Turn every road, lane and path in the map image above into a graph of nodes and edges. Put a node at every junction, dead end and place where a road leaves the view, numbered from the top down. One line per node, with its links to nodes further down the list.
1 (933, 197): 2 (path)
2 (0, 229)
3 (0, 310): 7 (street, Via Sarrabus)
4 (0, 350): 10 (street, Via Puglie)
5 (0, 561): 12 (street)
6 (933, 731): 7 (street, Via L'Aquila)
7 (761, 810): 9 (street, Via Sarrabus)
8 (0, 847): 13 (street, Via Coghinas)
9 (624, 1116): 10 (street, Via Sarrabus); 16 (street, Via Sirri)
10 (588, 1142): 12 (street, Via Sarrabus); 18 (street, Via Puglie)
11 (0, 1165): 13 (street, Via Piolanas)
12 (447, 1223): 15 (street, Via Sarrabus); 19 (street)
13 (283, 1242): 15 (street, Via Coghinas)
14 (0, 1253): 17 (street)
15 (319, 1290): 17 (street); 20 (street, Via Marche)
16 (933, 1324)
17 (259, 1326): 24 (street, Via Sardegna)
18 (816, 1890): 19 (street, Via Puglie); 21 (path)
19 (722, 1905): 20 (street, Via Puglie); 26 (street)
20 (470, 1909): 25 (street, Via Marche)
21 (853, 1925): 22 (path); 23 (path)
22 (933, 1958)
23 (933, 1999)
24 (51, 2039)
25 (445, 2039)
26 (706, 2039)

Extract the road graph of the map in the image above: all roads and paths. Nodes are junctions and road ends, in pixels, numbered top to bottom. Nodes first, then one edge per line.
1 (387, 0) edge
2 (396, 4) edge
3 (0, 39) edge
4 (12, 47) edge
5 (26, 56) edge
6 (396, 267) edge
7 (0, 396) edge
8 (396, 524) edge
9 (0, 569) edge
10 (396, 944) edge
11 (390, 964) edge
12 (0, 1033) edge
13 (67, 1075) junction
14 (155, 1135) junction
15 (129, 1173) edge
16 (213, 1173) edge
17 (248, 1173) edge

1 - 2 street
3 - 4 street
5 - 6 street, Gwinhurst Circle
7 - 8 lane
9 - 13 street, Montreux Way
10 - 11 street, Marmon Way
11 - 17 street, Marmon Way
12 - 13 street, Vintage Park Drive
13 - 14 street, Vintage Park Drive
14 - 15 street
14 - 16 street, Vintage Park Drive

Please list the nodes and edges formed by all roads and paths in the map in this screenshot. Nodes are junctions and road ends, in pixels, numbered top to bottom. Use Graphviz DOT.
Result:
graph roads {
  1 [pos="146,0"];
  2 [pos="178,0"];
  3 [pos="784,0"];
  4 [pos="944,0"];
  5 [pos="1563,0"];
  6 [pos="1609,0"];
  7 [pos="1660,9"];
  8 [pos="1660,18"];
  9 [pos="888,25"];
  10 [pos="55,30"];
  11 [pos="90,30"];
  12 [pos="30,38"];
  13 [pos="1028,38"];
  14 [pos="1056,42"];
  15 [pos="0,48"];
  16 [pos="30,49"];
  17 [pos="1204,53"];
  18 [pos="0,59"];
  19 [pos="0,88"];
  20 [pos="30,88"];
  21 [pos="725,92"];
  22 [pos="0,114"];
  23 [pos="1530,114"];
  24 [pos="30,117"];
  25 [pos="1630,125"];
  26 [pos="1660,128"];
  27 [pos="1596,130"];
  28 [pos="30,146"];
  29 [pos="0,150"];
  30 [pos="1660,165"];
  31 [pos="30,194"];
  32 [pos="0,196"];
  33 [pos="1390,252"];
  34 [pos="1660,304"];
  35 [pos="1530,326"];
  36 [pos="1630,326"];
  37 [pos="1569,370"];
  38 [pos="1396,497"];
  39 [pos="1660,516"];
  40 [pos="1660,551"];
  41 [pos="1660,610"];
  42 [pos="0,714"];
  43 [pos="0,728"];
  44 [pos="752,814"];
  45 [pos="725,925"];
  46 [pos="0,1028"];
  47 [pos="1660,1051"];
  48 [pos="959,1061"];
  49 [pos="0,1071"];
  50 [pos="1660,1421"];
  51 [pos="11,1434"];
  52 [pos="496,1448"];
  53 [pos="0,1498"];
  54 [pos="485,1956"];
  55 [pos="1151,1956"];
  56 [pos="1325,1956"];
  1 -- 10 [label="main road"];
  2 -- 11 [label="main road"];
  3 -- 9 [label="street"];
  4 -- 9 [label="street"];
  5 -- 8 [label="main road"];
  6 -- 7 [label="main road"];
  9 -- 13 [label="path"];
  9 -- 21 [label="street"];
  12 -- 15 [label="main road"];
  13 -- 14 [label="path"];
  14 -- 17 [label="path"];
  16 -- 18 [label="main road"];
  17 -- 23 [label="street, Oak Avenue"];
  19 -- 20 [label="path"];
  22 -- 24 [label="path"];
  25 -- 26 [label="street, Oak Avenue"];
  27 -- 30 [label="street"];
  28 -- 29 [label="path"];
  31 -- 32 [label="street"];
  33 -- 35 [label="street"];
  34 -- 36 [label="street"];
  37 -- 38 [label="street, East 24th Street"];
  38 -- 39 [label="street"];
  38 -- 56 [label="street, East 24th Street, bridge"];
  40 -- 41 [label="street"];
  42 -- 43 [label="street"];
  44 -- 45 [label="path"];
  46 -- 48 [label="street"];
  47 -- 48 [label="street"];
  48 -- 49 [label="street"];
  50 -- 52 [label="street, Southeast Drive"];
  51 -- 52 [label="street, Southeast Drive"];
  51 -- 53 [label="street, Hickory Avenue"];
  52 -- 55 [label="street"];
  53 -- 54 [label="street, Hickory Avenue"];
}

## ACTIVITY
Find the number of lines above that hold the word "image", then write that number by itself.

## EXERCISE RESPONSE
2